Stored data entries:
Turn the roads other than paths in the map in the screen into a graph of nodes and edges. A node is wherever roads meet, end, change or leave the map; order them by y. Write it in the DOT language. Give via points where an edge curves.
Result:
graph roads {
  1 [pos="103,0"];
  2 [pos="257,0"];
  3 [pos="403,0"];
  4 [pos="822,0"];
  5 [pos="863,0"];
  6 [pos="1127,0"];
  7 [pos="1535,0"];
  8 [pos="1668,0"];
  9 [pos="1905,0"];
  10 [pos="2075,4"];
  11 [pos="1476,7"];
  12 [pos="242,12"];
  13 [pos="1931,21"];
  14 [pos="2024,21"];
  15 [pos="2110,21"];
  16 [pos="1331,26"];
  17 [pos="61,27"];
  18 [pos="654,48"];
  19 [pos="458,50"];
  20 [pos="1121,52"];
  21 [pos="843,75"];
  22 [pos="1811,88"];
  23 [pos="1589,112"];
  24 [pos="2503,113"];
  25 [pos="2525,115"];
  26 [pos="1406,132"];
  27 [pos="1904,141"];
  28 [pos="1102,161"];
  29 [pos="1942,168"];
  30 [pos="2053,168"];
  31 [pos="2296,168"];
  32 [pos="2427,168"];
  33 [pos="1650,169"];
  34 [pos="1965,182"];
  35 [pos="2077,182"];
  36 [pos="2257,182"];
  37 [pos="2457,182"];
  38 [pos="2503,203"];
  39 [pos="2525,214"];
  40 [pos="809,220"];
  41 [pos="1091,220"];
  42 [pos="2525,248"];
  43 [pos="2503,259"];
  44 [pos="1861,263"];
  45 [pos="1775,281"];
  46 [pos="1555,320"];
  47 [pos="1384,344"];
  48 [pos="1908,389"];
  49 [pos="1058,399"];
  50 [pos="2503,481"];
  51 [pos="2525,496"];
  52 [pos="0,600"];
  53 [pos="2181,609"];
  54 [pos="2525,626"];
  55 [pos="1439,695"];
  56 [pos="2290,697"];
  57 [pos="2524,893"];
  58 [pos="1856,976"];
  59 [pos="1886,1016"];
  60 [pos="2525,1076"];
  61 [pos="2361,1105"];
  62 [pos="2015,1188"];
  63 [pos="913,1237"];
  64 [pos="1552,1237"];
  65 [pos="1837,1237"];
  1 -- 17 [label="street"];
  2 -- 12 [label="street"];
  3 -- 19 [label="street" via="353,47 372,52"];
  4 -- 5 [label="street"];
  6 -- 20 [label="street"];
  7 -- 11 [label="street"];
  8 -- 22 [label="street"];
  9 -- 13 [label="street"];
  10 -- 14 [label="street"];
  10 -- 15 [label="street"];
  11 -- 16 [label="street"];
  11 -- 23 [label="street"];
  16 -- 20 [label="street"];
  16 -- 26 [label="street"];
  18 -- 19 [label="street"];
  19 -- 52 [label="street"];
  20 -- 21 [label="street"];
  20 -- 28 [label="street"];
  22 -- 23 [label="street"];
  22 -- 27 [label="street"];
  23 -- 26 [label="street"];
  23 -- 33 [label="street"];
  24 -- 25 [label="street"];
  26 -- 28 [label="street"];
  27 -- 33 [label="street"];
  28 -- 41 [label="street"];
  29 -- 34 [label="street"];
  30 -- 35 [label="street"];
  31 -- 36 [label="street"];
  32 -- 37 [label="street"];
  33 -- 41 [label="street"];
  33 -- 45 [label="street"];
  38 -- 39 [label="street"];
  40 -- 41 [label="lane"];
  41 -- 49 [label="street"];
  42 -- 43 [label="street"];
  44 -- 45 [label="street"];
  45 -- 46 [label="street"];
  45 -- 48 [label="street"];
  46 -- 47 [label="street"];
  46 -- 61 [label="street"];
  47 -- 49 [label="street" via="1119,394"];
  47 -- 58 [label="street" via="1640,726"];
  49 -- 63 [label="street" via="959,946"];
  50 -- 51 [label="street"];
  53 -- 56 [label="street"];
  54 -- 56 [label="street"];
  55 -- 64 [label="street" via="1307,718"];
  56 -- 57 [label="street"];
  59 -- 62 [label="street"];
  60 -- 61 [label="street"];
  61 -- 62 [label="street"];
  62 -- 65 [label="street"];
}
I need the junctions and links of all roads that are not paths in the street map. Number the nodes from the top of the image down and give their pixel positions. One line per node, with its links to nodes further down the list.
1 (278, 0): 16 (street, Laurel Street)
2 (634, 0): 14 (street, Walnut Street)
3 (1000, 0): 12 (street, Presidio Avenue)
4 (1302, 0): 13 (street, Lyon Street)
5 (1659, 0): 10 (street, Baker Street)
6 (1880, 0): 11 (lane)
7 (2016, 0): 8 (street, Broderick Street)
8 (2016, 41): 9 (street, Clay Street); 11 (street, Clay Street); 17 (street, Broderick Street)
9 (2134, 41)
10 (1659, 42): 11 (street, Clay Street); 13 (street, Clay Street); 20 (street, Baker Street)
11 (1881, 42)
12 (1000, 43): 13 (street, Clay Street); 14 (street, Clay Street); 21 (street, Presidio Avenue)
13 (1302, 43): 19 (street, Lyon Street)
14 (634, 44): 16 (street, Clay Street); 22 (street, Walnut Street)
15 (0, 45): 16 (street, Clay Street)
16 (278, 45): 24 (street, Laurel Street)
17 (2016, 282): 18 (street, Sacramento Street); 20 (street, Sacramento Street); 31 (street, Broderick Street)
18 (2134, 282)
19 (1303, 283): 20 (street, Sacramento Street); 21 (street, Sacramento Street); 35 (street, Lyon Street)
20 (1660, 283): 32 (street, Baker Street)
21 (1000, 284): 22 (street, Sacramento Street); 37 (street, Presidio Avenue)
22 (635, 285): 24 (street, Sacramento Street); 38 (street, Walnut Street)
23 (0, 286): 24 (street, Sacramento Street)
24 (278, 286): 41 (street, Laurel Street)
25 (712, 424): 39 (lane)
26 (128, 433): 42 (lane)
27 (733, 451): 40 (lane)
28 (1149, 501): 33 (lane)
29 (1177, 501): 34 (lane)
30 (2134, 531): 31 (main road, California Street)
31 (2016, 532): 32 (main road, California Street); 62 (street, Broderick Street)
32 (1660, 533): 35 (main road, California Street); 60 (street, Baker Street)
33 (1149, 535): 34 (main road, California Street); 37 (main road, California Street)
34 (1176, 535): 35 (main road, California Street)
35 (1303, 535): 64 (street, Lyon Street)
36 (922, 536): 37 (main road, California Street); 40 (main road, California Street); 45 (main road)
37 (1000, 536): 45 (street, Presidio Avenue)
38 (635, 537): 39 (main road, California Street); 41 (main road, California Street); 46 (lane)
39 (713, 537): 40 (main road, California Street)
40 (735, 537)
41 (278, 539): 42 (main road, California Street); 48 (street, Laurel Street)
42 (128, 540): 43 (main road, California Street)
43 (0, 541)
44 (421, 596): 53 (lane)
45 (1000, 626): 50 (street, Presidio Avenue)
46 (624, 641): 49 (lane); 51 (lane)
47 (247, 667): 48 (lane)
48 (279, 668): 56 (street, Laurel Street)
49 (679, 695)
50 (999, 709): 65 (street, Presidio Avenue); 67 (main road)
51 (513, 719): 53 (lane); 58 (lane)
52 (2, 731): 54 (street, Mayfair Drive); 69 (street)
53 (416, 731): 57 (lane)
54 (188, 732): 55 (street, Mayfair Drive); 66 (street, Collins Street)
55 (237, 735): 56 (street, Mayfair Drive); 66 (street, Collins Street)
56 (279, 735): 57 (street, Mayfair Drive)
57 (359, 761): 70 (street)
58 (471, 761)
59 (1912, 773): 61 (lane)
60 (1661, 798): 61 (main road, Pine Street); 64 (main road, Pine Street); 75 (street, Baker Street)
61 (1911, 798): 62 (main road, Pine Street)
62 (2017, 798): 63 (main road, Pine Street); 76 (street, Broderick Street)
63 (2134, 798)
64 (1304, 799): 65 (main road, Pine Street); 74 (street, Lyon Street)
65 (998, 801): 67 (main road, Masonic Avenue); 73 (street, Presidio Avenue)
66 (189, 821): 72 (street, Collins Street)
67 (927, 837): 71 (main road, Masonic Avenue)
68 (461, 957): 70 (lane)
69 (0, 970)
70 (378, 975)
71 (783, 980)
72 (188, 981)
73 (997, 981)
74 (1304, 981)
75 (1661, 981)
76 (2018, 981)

*ASSIGNMENT:*
List every line above that contains the word "graph".

*SOLUTION:*
Turn the roads other than paths in the map in the screen into a graph of nodes and edges. A node is wherever roads meet, end, change or leave the map; order them by y. Write it in the DOT language. Give via points where an edge curves.
graph roads {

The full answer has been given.